[RECORDED DATA Boundary: Start]
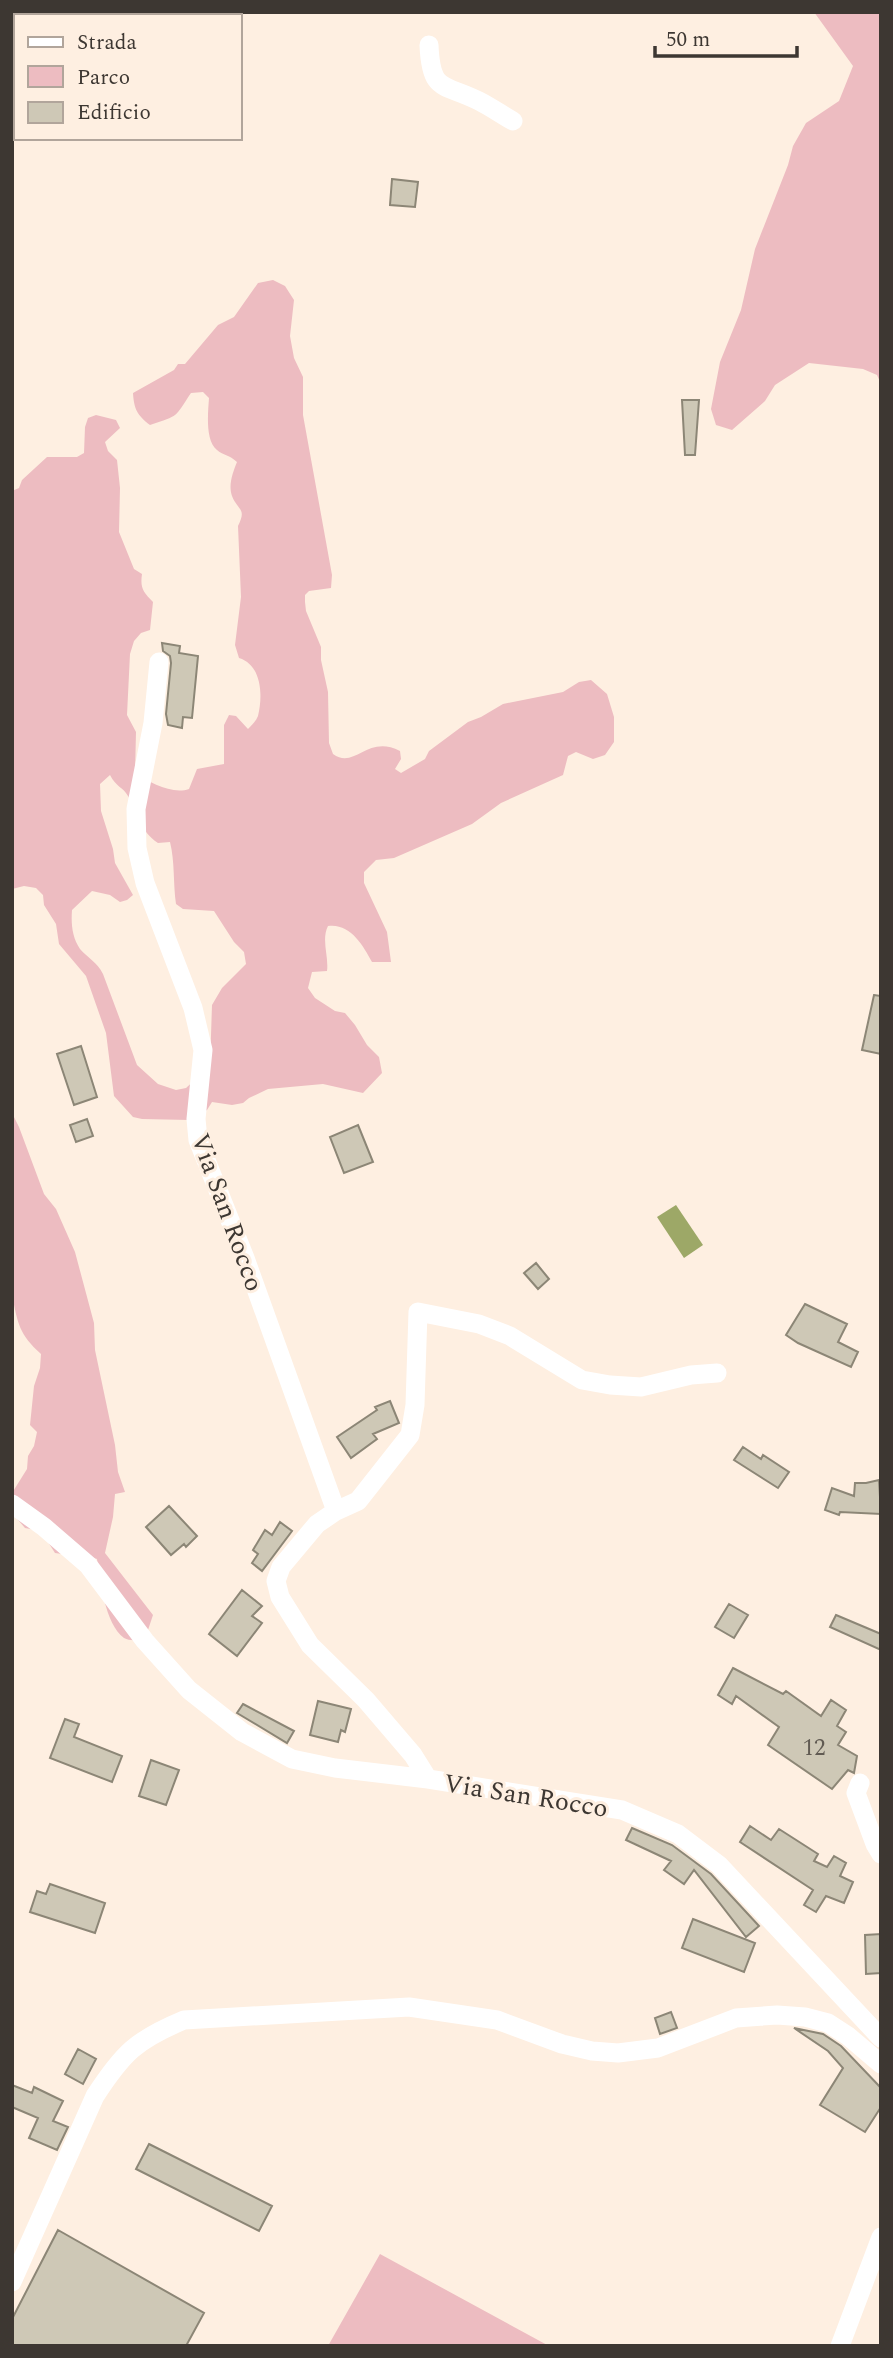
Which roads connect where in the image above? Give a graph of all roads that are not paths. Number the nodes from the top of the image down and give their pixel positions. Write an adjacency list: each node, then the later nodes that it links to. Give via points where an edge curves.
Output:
1 (429, 45): 2 (street, via 430,68 441,85)
2 (513, 121)
3 (159, 662): 6 (street, Via San Rocco, via 153,723 136,809 137,848 203,1049 198,1140)
4 (717, 1373): 6 (street, Via San Rocco, via 642,1388 582,1380 510,1336 479,1324 418,1312 410,1435 358,1501)
5 (12, 1504): 7 (street, via 88,1565 189,1690 242,1732 292,1759)
6 (336, 1511): 7 (street, Via San Rocco, via 317,1524 281,1567 276,1581 280,1597 310,1645 366,1700)
7 (428, 1779): 10 (street, Via San Rocco, via 622,1811 678,1834 719,1865)
8 (860, 1783): 9 (street, via 856,1793)
9 (881, 1854)
10 (881, 2038)
11 (880, 2062): 13 (street, via 828,2023 777,2015 736,2018 658,2048 618,2053 562,2043 497,2020 409,2007 184,2020 133,2047 107,2077)
12 (881, 2237): 14 (street)
13 (12, 2282)
14 (840, 2346)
[RECORDED DATA Boundary: End]
▶ _PROBLEM DETAILS_:
The whole listing is to be retyped exactly, with its pictures removed.

▶ _TASK ANSWER_:
Which roads connect where in the image above? Give a graph of all roads that are not paths. Number the nodes from the top of the image down and give their pixel positions. Write an adjacency list: each node, then the later nodes that it links to. Give via points where an edge curves.
Output:
1 (429, 45): 2 (street, via 430,68 441,85)
2 (513, 121)
3 (159, 662): 6 (street, Via San Rocco, via 153,723 136,809 137,848 203,1049 198,1140)
4 (717, 1373): 6 (street, Via San Rocco, via 642,1388 582,1380 510,1336 479,1324 418,1312 410,1435 358,1501)
5 (12, 1504): 7 (street, via 88,1565 189,1690 242,1732 292,1759)
6 (336, 1511): 7 (street, Via San Rocco, via 317,1524 281,1567 276,1581 280,1597 310,1645 366,1700)
7 (428, 1779): 10 (street, Via San Rocco, via 622,1811 678,1834 719,1865)
8 (860, 1783): 9 (street, via 856,1793)
9 (881, 1854)
10 (881, 2038)
11 (880, 2062): 13 (street, via 828,2023 777,2015 736,2018 658,2048 618,2053 562,2043 497,2020 409,2007 184,2020 133,2047 107,2077)
12 (881, 2237): 14 (street)
13 (12, 2282)
14 (840, 2346)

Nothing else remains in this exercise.